Here is a long-term chart of the AECO (Alberta Energy Company) NG price, that is, the Canadian NG price. The chart ends at April-2018 and doesn't show the new multi-decade low that was achieved in May.


                                Chart source: http://economicdashboard.alberta.ca/NaturalGasPrice

Remarkably, some Canadian NG producers are still finding ways to be profitable in the current market environment. This is made possible by a low production cost, astute hedging and being able to sell some oil and/or NG liquids at relatively high prices. Peyto Energy (PEY.TO), which we mentioned in the 25th July Interim Update, is one such company.

PEY just reported its 54th consecutive quarter of profitability. Furthermore, during the first half of this year PEY managed to reduce its net debt by $62M while paying $67M of dividends to shareholders.

Being very profitable and paying out sizable dividends (the current yield is almost 7%) hasn't done anything good for PEY's stock price, though. As illustrated by the chart displayed below, the price of a PEY share is languishing near an 8-year low and is down by almost 75% over the past two years. Not surprisingly, therefore, the past two years has also been a dismal time for the more marginal Canadian NG producers such as Petrus Resources (PRQ.TO), a TSI stock.

In a bearish market environment sometimes even the best companies get taken out back and shot, whereas in a bullish market environment it is not uncommon for turkeys to soar like eagles.



With Canadian and US natural gas storage levels at the low end of historical ranges, PEY's management expects a significant jump in prices heading into winter and has adjusted the company's hedging and drilling plans accordingly. If this expectation is correct then the beaten-down Canadian NG stocks stand a good chance of rebounding strongly over the next 6 months.

Cobalt turns volatile

The cobalt price ended the month of July at US$69,500/tonne and ended the 7th August LME trading session at US$54,500/tonne. This means that it dropped 20% during the first 5 trading days of August, an extremely fast move for this market. By 9th August it had recovered to $61,000/tonne. Therefore, it's fair to say that we are getting some wild swings in the cobalt price.



The amount of cobalt in EV batteries is being reduced to 10% or less, but due to the exponential growth in EV production over the years ahead there is still likely to be a large increase in the demand for cobalt. We therefore expect the cobalt price to make new highs within the next few years, regardless of whether the recent plunge and sharp rebound in the cobalt price marked the end of the correction that began in March.


The Stock Market

The US

Last week the SPX again reversed after rising to its channel top. The channel top now coincides with the January-2018 all-time high (2873). Closing a day above 2873 would be an important breakout and could/should be viewed as a signal to exit short-term bearish speculations.

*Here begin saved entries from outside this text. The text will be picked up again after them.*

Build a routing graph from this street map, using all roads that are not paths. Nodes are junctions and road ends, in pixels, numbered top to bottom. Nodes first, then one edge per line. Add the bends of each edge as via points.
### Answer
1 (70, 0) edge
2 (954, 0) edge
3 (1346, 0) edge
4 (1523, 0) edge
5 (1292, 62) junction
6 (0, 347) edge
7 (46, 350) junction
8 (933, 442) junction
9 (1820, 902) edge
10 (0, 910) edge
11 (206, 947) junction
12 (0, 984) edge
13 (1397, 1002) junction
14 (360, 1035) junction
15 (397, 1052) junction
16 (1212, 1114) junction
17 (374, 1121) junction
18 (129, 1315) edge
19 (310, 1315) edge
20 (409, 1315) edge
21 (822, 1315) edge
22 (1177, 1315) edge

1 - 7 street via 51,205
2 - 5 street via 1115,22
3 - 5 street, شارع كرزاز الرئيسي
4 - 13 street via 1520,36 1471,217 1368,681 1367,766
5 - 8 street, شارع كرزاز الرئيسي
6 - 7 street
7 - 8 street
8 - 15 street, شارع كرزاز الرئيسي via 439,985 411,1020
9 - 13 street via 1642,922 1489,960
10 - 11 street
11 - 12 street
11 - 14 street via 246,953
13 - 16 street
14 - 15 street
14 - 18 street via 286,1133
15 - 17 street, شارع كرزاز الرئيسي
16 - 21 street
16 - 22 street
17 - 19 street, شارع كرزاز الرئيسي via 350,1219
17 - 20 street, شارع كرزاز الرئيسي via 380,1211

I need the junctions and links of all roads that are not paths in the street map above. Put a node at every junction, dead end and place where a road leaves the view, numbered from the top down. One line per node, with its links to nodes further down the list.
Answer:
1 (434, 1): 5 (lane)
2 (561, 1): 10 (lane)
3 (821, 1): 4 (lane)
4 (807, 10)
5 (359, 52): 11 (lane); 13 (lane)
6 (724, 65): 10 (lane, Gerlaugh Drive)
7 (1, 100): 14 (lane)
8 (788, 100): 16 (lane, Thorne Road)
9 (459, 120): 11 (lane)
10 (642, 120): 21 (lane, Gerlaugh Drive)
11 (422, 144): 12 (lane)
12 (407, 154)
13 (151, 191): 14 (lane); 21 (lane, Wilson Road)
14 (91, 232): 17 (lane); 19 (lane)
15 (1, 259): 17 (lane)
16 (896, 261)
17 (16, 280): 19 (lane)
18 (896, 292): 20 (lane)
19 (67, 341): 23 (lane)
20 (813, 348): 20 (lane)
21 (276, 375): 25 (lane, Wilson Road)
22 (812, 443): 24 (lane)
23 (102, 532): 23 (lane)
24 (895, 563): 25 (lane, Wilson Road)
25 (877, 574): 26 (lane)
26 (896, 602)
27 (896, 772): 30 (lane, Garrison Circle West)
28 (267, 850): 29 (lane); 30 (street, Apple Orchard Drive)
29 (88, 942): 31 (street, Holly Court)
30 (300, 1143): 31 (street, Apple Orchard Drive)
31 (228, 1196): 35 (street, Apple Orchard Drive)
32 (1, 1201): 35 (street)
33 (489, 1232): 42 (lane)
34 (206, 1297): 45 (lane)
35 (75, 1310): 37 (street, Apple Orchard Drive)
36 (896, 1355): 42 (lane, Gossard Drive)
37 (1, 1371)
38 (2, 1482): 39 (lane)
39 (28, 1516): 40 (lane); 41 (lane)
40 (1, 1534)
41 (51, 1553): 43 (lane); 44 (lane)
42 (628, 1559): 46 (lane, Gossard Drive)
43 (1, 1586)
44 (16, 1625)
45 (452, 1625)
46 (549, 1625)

A daily close below 2750 would take the SPX through the bottom of its channel and open the door to a fast decline to below the February low.



The NDX reversed course over the final two days of last week after rising for seven days in a row to slightly beneath its July high. A daily close below 7200 would signal that an 'interesting' decline had begun.



Last week's conclusion still applies: "...the US stock market has large short-term downside potential, but the potential is yet to be confirmed by the price action."

Europe

European financial stocks, as represented by the iShares MSCI Europe Financial ETF (EUFN), have been under pressure and trending downward since late-January. The downward trend was driven in part by the travails of Deutsche Bank (DB).

They were in recovery mode from late-June through to early-August, but last week there was a sudden increase in the downward pressure in response to the goings-on in Turkey and the crash of Turkey's currency. It looks like the downward trend is about to extend and that EUFN is a reasonable candidate for a short-term bearish speculation, especially if it rebounds to around $20.50.



The iShares Italy ETF (EWI) is an even better candidate for a short-term bearish speculation, ideally following a rebound to around $28.50. EWI captures Italian political risk in addition to a significant amount of European banking-sector risk. It also appears to have completed a major topping pattern.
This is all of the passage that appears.